The endeavours made throughout Europe to discover a method of making porcelain, similar in its qualities or approaching to that imported from China, had begun in the sixteenth century. In this direction also royal encouragement was of the greatest value, and we find that first in the field of discovery was, as naturally might be expected, that country in which the enamelled earthenware had previously reached its highest perfection. Under the patronage of the Grand Duke Francis I. about 1580, experiments were made which at length resulted in the production of an artificial porcelain of close body and even glaze. The existence of such a production and the history of its origin have been revealed to us only within the last few years, and we are indebted to Dr. Foresi of Florence for having made this discovery, so interesting in the history of the ceramic arts. He had noticed and collected some pieces of a porcelain of heavy nature and indifferent whiteness, decorated in blue with flower and leafage pattern of somewhat oriental style but at the same time unmistakably European, on some of which a mark occurs consisting of the capital letter F, surmounted by a dome. The earliest recorded European porcelain had heretofore been that produced by Dr. Dwight, at Fulham, in 1671, and at St. Cloud in France, about 1695, but the specimens found by Dr. Foresi were manifestly not attributable to either of these or any other known sources. Further researches brought to light a piece of the same ware on which the pellets of the Medici coat were substituted for the more useful mark, and led to a search among the records of that house. Dr. Foresi was rewarded for his trouble by the discovery that the above-named duke had actually caused experiments to be made, and had established a private fabrique in connection with his laboratory in the Boboli gardens. The Magliabecchian library yielded an important manuscript compilation by some person employed by the duke, giving the nature of the composition and details of the production of this ware. The marks on the pieces explained the rest. The Medici arms and the initials F. M. M. E. D. I. I., reading “Franciscus Medici Magnus Etruriæ Dux Secundus,” on one important piece now in the collection of the baron Gustave de Rothschild of Paris, clearly attached it to his reign, while the letter F, the initial of the city, and the dome of her cathedral of which she was so proud, equally pointed to the place of its production.
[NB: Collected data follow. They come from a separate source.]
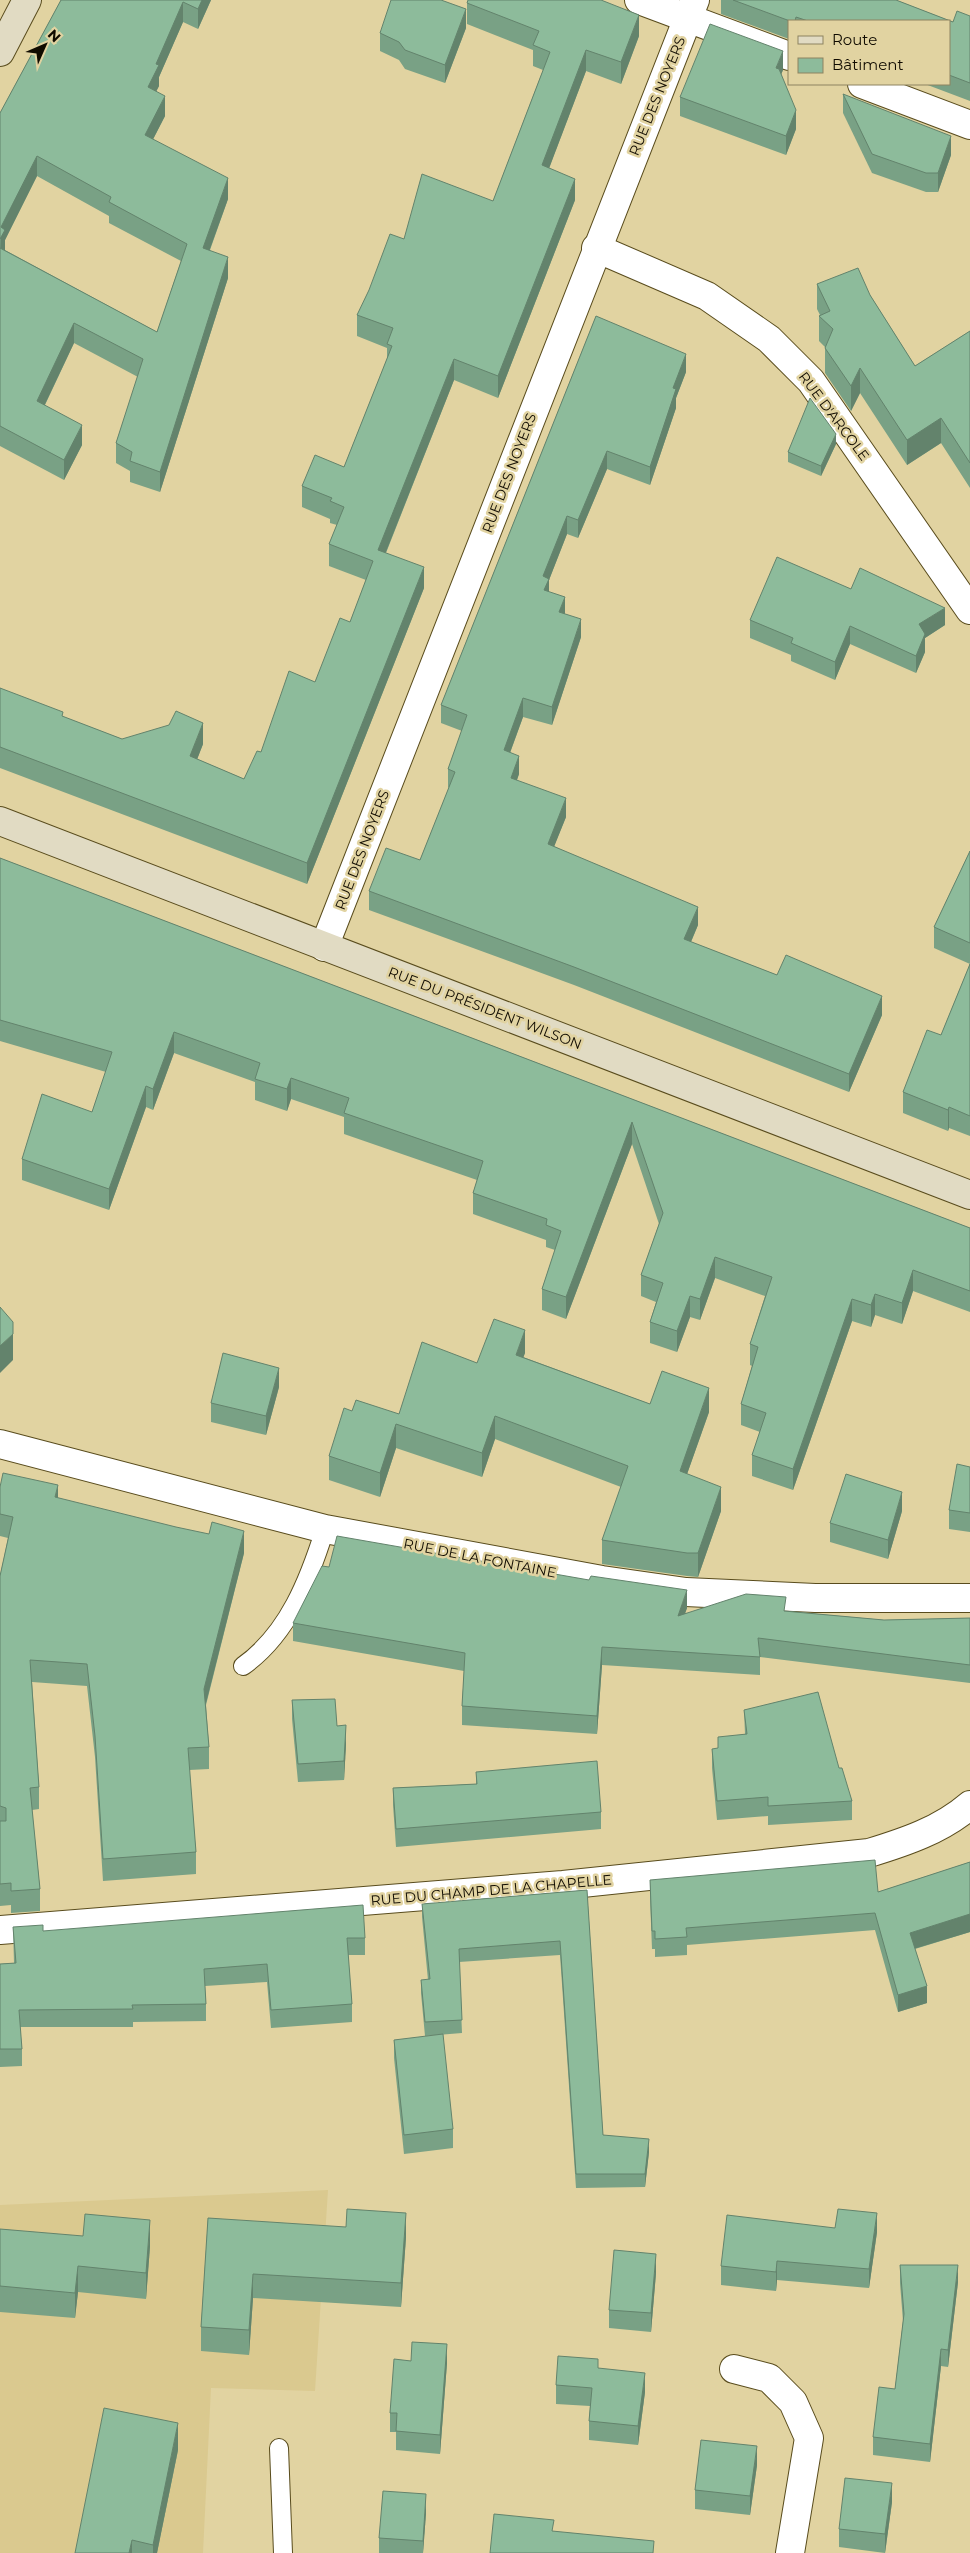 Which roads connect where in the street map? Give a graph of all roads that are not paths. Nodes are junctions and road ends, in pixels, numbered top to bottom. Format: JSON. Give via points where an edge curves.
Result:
{"nodes":[{"id":1,"x":27,"y":0,"type":"edge"},
{"id":2,"x":639,"y":0,"type":"edge"},
{"id":3,"x":691,"y":9,"type":"edge"},
{"id":4,"x":0,"y":52,"type":"edge"},
{"id":5,"x":788,"y":56,"type":"edge"},
{"id":6,"x":865,"y":85,"type":"edge"},
{"id":7,"x":970,"y":125,"type":"edge"},
{"id":8,"x":596,"y":248,"type":"junction"},
{"id":9,"x":970,"y":610,"type":"edge"},
{"id":10,"x":0,"y":821,"type":"edge"},
{"id":11,"x":324,"y":947,"type":"junction"},
{"id":12,"x":970,"y":1195,"type":"edge"},
{"id":13,"x":0,"y":1444,"type":"edge"},
{"id":14,"x":325,"y":1529,"type":"junction"},
{"id":15,"x":970,"y":1598,"type":"edge"},
{"id":16,"x":243,"y":1666,"type":"dead end"},
{"id":17,"x":970,"y":1805,"type":"edge"},
{"id":18,"x":0,"y":1930,"type":"edge"},
{"id":19,"x":734,"y":2369,"type":"dead end"},
{"id":20,"x":278,"y":2448,"type":"dead end"},
{"id":21,"x":283,"y":2553,"type":"edge"},
{"id":22,"x":790,"y":2553,"type":"edge"}],
"edges":[{"from":1,"to":4,"type":"main road"},
{"from":2,"to":3,"type":"street"},
{"from":3,"to":5,"type":"street"},
{"from":3,"to":8,"type":"street","name":"RUE DES NOYERS"},
{"from":6,"to":7,"type":"street"},
{"from":8,"to":9,"type":"street","name":"RUE D'ARCOLE","via":[[707,296],[768,339],[811,381]]},
{"from":8,"to":11,"type":"street","name":"RUE DES NOYERS"},
{"from":10,"to":11,"type":"main road","name":"RUE DU PRÉSIDENT WILSON"},
{"from":11,"to":12,"type":"main road","name":"RUE DU PRÉSIDENT WILSON"},
{"from":13,"to":14,"type":"street","name":"RUE DE LA FONTAINE"},
{"from":14,"to":15,"type":"street","name":"RUE DE LA FONTAINE","via":[[593,1579],[686,1592],[815,1598]]},
{"from":14,"to":16,"type":"lane","via":[[305,1585],[281,1629],[262,1653]]},
{"from":17,"to":18,"type":"street","name":"RUE DU CHAMP DE LA CHAPELLE","via":[[918,1838],[869,1853],[563,1886]]},
{"from":19,"to":22,"type":"street","via":[[769,2378],[793,2402],[809,2438]]},
{"from":20,"to":21,"type":"lane"}]}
Another exceptionally fine and interesting piece has recently been acquired in Italy by signor Alessandro Castellani. It is a shallow basin in the centre of which the figure of St. Mark, with the lion, is painted in the usual blue pigment, and in a manner which stamps it as the work of a master’s pencil. What makes this specimen particularly interesting is the existence of a monogram composed of the letters G. and P. which is painted on the volume held beneath the lion’s paw, while on the reverse of the piece the usual mark occurs, as given in the accompanying facsimile. It has been suggested that this monogram may be that of Raffaelle’s great pupil, Giulio Pippi detto Romano, and that, as it has been stated that he occasionally painted upon enamelled earthenware, this piece may be considered as his work. That the design was from the hand of that master is probable, and that its execution was by able ceramic painters is equally so: but Giulio Romano died in 1546, whereas the Medici porcelain does not appear to have been perfected before 1580.